# WORK TASK
Please go over the material below and count each line with the string "Milagros", giving only the total.

|---|

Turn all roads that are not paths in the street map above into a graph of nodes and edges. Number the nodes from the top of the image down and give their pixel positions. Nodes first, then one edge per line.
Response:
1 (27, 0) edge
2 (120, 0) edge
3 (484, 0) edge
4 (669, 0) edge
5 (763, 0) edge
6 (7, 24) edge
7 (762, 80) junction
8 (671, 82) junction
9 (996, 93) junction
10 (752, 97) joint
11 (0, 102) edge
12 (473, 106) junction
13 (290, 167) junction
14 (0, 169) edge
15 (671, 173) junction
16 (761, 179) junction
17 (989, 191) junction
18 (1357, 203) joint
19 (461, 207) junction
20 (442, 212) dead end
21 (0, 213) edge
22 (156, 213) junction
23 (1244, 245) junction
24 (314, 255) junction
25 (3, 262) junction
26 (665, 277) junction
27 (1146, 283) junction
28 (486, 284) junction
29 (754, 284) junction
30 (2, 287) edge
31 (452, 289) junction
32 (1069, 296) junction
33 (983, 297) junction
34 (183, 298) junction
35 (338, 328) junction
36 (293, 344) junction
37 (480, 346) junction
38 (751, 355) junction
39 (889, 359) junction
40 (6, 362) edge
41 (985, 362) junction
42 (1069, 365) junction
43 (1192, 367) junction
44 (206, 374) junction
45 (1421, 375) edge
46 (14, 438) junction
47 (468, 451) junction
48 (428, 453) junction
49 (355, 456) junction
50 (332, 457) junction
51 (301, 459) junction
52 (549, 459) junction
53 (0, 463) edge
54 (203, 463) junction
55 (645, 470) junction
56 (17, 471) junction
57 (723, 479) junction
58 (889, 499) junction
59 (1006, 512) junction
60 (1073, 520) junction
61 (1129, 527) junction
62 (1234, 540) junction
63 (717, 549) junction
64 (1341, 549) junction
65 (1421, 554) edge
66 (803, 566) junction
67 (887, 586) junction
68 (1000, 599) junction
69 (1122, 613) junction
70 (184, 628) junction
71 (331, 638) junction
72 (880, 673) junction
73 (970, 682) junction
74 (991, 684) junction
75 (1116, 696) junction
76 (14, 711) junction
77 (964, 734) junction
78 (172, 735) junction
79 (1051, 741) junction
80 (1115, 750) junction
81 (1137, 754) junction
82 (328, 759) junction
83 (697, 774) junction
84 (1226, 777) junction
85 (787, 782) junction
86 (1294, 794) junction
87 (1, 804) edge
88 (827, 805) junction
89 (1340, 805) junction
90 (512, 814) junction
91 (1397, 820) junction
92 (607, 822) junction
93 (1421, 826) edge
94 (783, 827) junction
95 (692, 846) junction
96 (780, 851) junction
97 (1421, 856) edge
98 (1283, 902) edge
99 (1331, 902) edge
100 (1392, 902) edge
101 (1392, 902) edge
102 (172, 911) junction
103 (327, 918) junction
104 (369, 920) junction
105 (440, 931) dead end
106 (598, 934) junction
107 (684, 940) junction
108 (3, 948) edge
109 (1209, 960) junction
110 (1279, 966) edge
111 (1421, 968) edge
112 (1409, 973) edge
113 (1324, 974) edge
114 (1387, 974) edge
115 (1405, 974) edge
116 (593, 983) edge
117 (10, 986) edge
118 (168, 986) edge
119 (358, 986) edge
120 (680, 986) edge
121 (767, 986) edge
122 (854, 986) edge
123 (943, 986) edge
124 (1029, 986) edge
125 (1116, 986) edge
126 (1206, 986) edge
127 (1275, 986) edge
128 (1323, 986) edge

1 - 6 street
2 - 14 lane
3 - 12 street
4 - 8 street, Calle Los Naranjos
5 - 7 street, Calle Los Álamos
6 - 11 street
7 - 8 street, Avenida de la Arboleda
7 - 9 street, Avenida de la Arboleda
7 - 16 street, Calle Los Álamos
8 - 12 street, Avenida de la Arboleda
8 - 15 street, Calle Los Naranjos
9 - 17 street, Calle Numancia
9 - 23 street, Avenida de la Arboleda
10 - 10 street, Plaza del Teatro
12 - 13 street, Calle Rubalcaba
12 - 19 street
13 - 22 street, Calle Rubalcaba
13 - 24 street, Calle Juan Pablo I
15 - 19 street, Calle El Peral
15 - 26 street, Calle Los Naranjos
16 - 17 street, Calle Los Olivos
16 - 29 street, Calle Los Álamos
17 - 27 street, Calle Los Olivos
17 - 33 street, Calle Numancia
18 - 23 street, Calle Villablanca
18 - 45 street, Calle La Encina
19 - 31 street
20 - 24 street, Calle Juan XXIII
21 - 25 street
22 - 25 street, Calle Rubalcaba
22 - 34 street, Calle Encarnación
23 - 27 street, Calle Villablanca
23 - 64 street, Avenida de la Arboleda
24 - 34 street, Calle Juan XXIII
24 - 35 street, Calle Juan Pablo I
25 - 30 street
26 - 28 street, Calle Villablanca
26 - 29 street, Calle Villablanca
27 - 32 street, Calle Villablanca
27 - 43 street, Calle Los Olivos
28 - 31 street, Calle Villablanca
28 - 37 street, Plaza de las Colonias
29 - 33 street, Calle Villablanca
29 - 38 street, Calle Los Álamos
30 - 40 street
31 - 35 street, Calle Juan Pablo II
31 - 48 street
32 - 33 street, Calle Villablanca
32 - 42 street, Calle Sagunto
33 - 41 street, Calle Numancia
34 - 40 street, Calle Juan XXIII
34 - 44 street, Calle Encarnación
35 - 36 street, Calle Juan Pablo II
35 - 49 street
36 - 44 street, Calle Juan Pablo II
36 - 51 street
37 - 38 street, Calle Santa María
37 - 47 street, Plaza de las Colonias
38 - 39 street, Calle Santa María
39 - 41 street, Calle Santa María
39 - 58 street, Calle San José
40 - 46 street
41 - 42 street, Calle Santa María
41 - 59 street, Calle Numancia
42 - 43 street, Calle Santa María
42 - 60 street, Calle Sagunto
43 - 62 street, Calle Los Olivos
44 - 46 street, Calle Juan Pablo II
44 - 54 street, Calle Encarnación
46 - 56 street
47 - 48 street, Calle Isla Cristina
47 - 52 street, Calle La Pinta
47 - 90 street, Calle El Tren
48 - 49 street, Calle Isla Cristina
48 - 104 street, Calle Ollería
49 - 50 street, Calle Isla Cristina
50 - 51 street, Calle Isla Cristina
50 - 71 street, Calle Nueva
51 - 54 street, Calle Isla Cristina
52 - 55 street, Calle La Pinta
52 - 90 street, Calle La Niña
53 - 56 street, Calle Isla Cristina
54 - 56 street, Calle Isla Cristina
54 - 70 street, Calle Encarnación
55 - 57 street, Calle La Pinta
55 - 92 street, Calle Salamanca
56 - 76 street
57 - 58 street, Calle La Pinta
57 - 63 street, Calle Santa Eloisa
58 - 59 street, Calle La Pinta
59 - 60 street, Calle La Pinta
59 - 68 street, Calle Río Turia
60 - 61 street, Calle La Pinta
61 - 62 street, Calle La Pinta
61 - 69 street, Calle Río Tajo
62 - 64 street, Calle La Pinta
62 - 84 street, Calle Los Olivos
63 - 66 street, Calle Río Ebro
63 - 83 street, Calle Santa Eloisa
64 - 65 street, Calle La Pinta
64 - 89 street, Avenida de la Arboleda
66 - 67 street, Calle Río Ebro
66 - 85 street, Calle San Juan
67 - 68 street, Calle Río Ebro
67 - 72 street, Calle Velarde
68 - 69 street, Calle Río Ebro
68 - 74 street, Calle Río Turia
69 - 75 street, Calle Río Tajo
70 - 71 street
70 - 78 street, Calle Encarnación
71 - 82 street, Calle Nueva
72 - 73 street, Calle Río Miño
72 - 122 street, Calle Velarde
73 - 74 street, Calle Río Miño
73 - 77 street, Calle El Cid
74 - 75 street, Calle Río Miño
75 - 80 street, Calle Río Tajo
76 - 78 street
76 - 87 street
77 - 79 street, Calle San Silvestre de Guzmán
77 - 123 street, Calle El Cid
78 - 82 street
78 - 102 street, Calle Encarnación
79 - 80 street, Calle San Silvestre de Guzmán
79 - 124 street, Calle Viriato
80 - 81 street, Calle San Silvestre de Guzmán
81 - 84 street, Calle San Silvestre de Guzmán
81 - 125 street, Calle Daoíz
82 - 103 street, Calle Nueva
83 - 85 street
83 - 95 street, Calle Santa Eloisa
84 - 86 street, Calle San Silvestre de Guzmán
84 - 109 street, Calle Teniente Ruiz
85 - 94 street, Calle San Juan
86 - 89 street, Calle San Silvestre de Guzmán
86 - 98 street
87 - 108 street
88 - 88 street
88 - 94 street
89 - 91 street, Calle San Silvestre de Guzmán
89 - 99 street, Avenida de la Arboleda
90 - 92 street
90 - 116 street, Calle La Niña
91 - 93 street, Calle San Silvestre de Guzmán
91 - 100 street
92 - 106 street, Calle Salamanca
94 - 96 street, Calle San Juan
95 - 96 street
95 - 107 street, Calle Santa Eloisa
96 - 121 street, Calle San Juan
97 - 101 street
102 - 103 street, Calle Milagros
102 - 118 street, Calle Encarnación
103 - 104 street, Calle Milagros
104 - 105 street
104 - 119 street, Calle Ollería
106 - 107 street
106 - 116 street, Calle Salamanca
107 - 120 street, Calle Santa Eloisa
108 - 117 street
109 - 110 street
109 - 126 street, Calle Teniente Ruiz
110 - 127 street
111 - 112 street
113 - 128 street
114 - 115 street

|---|

# TASK RESULT
2